鎌倉市十二所の光触寺の南隣,滑川をはさんで大慈寺跡の向かいにある谷名。背後に明石山・柏原山・羽黒山をひかえ,逗子(ずし)市と接している。南北朝期から見える。「鶴岡社務記録」によると,文和2年5月22日条には明石谷法印が修法を始行したことが,同8月10日条には「自明石谷桜壺ニ移植之」と当地の桜を移植している(神道大系)。「鎌倉志」等によると,明石谷には一心院という寺があり,明石の一心院と俗称されていたらしい。明石谷法印というのも一心院の住僧を指すものであろう。「鎌倉年中行事」によると,一心院住持は足利成氏の護持僧となっている。「新編相模」には,十二所村の小名として明石ケ谷があり,この谷の中ほどに明石検校塔があったと伝えている。
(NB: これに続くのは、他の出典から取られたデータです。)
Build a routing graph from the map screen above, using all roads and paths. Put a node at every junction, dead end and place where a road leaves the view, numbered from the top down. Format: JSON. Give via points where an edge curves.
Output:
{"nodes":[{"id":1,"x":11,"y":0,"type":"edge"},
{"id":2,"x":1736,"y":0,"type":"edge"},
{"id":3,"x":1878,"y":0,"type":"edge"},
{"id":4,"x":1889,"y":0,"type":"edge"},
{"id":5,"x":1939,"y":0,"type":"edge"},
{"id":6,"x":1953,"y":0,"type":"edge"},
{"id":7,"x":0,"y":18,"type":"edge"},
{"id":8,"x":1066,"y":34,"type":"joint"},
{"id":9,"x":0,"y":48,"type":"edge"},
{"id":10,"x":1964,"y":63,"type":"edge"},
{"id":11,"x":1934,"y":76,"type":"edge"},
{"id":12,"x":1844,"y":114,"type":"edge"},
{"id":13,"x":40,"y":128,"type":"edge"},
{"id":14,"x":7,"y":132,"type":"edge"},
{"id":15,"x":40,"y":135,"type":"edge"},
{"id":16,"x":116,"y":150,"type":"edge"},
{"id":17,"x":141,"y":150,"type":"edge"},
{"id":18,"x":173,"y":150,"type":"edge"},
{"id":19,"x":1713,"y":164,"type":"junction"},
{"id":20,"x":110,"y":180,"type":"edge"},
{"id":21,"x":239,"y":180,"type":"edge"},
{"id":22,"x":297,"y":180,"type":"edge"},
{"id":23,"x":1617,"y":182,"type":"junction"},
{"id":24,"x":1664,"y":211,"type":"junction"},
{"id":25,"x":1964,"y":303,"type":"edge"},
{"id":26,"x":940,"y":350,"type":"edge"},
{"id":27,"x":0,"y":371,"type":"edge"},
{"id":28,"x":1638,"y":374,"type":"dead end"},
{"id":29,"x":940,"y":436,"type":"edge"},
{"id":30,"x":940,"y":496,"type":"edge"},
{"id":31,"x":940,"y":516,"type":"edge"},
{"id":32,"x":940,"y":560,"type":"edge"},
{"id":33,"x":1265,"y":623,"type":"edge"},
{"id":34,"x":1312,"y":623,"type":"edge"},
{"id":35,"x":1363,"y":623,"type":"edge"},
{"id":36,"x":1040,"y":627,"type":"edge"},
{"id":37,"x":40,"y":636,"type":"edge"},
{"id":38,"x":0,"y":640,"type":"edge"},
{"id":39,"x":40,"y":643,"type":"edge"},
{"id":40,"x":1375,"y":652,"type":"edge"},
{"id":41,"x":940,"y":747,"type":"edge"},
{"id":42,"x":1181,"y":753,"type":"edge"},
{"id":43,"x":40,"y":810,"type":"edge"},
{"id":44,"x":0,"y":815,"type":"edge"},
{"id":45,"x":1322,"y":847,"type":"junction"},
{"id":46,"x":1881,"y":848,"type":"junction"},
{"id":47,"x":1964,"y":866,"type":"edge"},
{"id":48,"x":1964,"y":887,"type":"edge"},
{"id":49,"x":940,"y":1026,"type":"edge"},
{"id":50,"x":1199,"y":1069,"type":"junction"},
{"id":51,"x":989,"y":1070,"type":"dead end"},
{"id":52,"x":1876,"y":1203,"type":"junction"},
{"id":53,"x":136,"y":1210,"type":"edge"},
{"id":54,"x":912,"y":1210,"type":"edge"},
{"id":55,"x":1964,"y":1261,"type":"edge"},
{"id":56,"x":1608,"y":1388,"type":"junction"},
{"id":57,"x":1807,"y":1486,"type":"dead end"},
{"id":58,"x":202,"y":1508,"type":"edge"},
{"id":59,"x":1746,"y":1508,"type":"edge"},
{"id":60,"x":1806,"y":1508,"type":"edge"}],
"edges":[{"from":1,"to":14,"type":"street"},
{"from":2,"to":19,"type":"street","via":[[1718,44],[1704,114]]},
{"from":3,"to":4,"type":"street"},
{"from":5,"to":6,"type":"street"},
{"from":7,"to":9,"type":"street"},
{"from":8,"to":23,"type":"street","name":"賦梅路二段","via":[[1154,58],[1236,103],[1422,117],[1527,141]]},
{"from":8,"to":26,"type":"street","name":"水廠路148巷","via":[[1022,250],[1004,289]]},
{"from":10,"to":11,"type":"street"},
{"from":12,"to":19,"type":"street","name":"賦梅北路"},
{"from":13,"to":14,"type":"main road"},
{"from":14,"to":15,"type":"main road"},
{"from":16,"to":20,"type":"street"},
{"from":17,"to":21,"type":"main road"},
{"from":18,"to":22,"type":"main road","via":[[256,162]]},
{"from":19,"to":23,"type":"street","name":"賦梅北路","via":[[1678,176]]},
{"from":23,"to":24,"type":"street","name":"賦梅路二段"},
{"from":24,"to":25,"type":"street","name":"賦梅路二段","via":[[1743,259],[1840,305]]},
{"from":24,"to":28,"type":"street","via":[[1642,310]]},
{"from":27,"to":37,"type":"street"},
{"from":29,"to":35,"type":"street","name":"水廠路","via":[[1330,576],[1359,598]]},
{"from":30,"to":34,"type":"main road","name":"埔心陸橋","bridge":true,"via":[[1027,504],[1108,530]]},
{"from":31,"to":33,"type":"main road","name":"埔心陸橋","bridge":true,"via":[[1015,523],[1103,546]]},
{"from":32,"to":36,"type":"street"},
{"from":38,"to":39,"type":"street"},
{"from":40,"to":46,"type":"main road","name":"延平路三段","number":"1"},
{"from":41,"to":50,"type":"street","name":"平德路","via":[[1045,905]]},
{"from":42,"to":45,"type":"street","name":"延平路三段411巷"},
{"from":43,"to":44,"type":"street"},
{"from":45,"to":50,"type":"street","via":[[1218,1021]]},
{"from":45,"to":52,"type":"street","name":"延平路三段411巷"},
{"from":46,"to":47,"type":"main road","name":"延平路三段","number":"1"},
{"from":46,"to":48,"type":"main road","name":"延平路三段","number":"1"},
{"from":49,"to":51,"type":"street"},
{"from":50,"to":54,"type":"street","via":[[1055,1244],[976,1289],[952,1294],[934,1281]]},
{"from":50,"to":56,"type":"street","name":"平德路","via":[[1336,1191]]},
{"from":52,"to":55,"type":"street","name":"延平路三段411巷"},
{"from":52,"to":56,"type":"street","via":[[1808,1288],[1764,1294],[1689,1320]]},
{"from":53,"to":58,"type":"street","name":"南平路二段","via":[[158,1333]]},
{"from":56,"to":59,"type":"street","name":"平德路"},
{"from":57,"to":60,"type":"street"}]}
天正3年に成立した「桂林集」には「相州三浦郡池子里にしるよしして行けるに明石といふ所にて十五夜の月くもりければ」として「かき曇月も詠るかひそなき こよひ明石のとまりなれとも」と詠んでいる(群書15)。また,慶長5年正月吉日の建長寺寺領水帳には,十二所村の耕作地の中に「あかし」「あかし口」が散見しており,当地内に建長寺領があったことが知られる(相文)。谷間に湧出し滑川に注ぐ川を明石川,あるいは明石堀といい,谷の入口,滑川に架かる橋を明石橋という。現在,鎌倉と金沢を結ぶ道が金沢方面・逗子方面にわかれる分岐点の橋を明石橋と呼んでいるが,ふるくはもっと上流にあったようである。地名の由来は明確ではないが,おそらく名勝の地兵庫県明石を模して名付けられたのであろう。今は宅地造成等により谷の面影は損なわれている。なお,現在鎌倉市十二所の小字に明石・明石谷が残っている。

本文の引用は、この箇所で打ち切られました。